● Description of the task: Please tally the lines in the records that include the word "شهیدصادقی" and answer with the bare number.

● Material shown:
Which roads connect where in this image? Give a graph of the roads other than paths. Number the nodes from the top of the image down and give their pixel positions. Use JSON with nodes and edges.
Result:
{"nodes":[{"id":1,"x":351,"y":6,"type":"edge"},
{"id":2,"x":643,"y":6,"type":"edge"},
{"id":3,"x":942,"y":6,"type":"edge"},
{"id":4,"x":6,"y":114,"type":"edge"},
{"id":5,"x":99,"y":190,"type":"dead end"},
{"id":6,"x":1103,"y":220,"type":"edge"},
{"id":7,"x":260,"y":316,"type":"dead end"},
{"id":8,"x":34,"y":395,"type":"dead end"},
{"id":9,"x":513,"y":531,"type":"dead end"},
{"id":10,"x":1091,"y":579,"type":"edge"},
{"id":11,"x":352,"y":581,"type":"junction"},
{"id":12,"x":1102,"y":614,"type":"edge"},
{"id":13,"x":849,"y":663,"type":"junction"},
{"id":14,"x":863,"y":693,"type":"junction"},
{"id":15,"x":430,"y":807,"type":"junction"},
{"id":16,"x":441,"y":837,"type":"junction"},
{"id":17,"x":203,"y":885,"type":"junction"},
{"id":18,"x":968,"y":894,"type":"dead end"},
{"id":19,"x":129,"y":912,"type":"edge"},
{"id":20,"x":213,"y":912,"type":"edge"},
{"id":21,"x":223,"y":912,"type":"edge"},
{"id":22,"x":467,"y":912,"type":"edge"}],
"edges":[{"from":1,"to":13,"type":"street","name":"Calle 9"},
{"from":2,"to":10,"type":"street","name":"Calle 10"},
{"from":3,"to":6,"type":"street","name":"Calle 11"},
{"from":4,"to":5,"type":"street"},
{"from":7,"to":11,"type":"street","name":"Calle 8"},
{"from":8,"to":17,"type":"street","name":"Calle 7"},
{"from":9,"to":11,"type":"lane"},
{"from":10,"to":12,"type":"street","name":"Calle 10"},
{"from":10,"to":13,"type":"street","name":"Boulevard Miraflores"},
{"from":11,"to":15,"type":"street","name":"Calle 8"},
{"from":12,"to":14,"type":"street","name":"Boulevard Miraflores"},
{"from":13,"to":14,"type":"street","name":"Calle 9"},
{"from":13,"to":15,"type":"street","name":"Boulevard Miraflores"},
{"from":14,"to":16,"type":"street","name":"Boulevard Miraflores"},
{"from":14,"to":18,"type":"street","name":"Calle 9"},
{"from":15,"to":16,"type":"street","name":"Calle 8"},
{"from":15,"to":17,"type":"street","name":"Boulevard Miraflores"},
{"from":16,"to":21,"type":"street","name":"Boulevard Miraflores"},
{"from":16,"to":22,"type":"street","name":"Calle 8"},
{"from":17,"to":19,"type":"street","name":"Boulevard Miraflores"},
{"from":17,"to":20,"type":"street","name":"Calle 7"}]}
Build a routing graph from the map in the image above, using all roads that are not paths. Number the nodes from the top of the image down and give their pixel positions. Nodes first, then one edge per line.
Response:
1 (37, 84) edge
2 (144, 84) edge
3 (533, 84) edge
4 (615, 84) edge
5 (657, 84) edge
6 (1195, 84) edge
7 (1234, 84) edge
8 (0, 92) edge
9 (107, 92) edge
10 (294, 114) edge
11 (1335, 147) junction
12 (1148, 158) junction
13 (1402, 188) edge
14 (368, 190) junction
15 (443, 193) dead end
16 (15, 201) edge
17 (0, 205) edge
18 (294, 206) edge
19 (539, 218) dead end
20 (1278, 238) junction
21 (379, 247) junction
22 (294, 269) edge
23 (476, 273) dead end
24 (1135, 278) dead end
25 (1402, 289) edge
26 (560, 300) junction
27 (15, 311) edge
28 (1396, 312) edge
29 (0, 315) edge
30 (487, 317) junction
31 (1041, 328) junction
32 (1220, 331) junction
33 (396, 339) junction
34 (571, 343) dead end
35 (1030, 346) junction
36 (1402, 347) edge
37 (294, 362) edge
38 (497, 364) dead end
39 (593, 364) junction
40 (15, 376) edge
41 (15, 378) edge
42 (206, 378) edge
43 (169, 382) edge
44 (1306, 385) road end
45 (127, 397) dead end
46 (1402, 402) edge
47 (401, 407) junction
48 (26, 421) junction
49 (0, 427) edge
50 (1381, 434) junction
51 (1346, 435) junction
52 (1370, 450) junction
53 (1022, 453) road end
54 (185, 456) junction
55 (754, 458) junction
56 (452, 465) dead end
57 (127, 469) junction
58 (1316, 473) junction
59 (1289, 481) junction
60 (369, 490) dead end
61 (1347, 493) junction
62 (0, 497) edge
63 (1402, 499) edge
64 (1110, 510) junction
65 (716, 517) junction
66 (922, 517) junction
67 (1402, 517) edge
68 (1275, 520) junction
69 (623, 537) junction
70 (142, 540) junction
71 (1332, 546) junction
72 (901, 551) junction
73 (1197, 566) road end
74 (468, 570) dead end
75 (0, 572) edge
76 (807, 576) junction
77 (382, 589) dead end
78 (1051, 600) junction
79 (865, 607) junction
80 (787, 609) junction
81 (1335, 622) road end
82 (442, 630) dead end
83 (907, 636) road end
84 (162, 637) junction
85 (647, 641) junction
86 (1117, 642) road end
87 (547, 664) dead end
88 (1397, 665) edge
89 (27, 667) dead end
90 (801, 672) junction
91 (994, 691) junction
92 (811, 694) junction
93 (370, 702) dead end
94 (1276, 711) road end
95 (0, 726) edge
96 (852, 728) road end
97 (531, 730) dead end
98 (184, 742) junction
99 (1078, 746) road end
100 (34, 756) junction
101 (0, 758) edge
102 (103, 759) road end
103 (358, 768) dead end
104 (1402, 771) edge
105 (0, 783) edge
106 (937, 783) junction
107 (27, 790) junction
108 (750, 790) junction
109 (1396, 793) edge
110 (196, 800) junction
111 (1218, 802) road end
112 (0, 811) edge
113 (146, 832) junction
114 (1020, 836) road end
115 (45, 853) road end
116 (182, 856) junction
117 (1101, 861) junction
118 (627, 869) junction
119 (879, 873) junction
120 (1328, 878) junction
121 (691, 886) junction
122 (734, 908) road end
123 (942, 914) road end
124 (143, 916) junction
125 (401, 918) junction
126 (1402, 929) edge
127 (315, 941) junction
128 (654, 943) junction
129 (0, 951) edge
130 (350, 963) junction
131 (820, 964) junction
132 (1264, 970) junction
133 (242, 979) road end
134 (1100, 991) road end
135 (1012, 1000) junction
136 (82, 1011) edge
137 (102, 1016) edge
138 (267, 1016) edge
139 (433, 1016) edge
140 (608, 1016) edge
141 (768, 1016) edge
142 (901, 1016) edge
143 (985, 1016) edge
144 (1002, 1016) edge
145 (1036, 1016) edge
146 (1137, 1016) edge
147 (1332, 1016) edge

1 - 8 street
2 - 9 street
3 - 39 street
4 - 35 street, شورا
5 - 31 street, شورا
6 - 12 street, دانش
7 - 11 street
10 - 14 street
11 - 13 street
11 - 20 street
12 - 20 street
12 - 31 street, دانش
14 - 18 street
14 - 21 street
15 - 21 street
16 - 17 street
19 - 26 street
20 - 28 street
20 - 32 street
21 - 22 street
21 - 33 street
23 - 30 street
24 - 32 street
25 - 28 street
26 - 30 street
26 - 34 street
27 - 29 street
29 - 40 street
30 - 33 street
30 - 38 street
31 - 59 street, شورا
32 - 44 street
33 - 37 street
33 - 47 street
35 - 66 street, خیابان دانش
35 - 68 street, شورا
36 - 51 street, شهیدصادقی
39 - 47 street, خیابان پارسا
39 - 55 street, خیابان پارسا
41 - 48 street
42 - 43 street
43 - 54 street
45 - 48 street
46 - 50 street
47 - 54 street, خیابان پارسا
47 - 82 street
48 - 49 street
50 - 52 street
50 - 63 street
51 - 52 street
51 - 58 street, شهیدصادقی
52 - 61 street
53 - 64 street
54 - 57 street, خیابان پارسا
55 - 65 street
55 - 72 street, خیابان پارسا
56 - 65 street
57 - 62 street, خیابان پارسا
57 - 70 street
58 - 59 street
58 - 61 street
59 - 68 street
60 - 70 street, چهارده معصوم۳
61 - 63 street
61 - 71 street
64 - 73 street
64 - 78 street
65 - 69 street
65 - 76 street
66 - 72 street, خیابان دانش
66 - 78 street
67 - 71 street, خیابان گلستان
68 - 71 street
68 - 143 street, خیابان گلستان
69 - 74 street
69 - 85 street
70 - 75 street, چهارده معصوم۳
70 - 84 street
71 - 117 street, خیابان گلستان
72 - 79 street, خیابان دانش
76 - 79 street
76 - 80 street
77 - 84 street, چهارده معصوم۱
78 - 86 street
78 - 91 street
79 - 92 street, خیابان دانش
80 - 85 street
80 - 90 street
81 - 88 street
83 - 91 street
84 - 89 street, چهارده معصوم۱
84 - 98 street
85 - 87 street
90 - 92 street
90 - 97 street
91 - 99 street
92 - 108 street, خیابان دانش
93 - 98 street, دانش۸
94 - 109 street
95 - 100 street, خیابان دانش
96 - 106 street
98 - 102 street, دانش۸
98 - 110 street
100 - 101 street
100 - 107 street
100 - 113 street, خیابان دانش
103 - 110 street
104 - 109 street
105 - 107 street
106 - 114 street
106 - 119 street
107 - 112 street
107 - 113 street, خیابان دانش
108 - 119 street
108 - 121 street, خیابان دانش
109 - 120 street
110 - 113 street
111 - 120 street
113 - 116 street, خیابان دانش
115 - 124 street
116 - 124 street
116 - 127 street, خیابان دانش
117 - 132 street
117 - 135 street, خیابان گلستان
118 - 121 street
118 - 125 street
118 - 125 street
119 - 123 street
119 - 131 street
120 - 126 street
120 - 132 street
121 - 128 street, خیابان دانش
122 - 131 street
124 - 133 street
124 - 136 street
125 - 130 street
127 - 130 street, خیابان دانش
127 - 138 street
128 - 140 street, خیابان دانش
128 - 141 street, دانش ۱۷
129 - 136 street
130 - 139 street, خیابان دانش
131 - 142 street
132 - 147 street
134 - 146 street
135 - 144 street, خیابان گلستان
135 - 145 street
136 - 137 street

● Completed task: 2